Apple's affordable iBook boasts style and power

More on things Apple.

Last week we looked at the company's latest operating system, OS9 -- and saw a bunch of new features, but also a product that may be overshadowed by the company hyping its next major release: OS X.

This week, we will look at another product Apple announced several months before anyone could buy -- the iBook. It is the company's first portable computer at the popular $2,500 price point.

The August announcement of the iBook brought about a storm of interest, but more for its colour scheme than its capabilities. It's available in an unbusiness-like choice of blue and grayish-white ("blueberry" in Apple-speak) or orange and white ("tangerine"). Its rounded clamshell shape reminded some of a make-up compact, others of a toilet seat.

Computer columnist John Dvorak referred to it as "a girly computer," stirring passionate comments for and against the iBook.

Respondents in an on-
line poll were split pret-
ty evenly about whether they'd want to be seen in public carrying one.

All the to-do may have paid off in sales. Once the iBook finally became available, it shot up to the top of the sales charts for retail notebooks for several months at the end of the year.

Colour and curves aside, though, how capable is it as a business machine?

At 12 inches, the screen size isn't huge but the iBook's active matrix (TFT) screen is a pleasure. It is bright and crisp and looks larger than it actually is. The keys and keypad are big and there isn't the cramped feeling you get with some notebooks. The combination rubber and plastic case feels solid, like it should be able to take the abuse that comes with being portable.

Battery life is exceptional. Apple claims a charge lasts six hours, but I found that four is more realistic. Nevertheless, it's still much better than you'll find on most comparably priced notebooks.

The iBook's PowerPC processor is rated at 300 MHz, around the same speed you'll find on a number of its PC competitors. But at the same megahertz rating, the PowerPC is more powerful than PC processors and seemed plenty fast enough for the writing, Web browsing and other tasks I threw at it. A 56k modem and 10/100 kb/sec Ethernet networking adapter is built in. Built-in networking is lacking in almost all PC notebooks. As well, antennae for Apple's Airport wireless networking are built in, though they can't be used without purchase of a $150 add-on card and a $450 base station.

Apple continues to pay attention to the fine details of design that many other manufacturers neglect. The power cord winds up neatly, making for less clutter in your briefcase. Where it plugs into the notebook, the power cable lights up, letting you know that it's connected. The case doesn't need any clasps to keep it closed. There's a handle, but if you don't want to use it, it tucks away neatly.

But there are some less appealing features. It's big and it's heavy. There's a lot of empty space around the screen and the keyboard -- the penalty for the iBook's curvaceous shape. You'll pay that price when you try to pack it up and tote it around.

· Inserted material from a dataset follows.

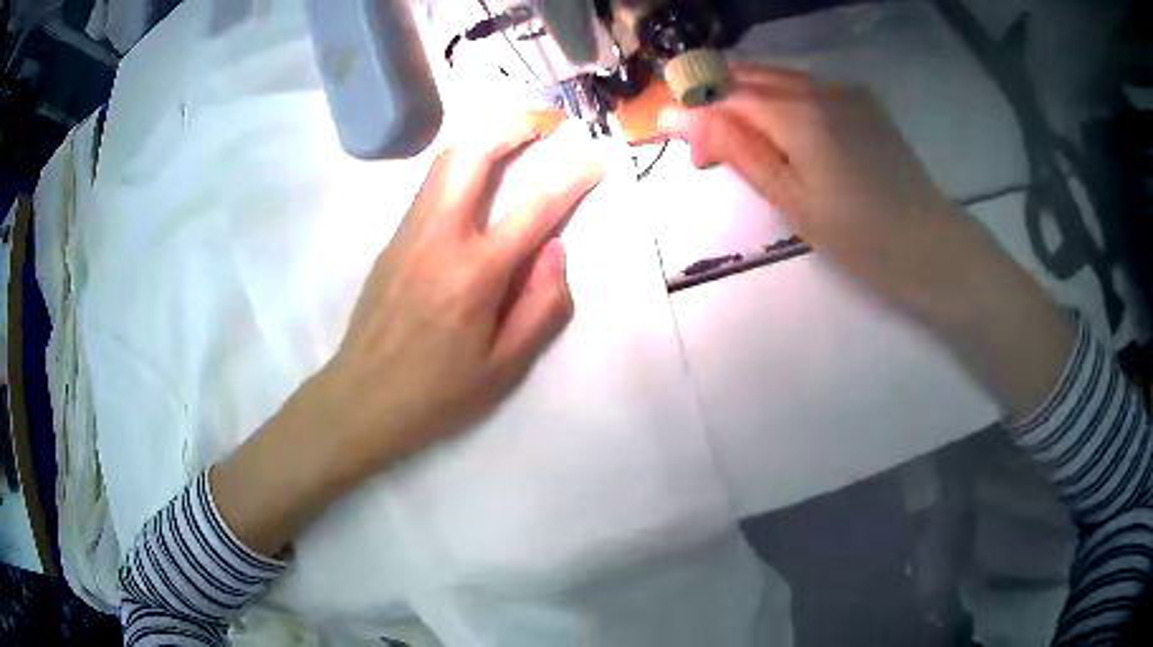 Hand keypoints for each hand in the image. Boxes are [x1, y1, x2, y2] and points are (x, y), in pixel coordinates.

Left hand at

There's no PC-card slot, though with the built-in modem and Ethernet connector, most users probably won't care. Like Apple's other recent models, there's no floppy drive, though again, many users won't notice. As is equally true with PC notebooks at this price, the iBook ships with a not-very-generous 32 MB of memory. With the operating system (Apple's no-longer-current OS 8.6) using up 19 of those megabytes, not much is left over. The iBook performs reasonably well browsing the Net or running the included AppleWorks software, but if you plan on any more intensive computing, budget a few hundred dollars to upgrade its memory.

The iBook is marketed at students and home users, which shows in its lack of a video-output port. You can't connect this computer to a larger monitor when you're working at your desk and you can't use it for business presentations -- there's no way to connect it to a projector. If you have those sorts of needs, Apple would prefer that you pay double the price for a more fully equipped Powerbook -- available in more corporate tones of basic black.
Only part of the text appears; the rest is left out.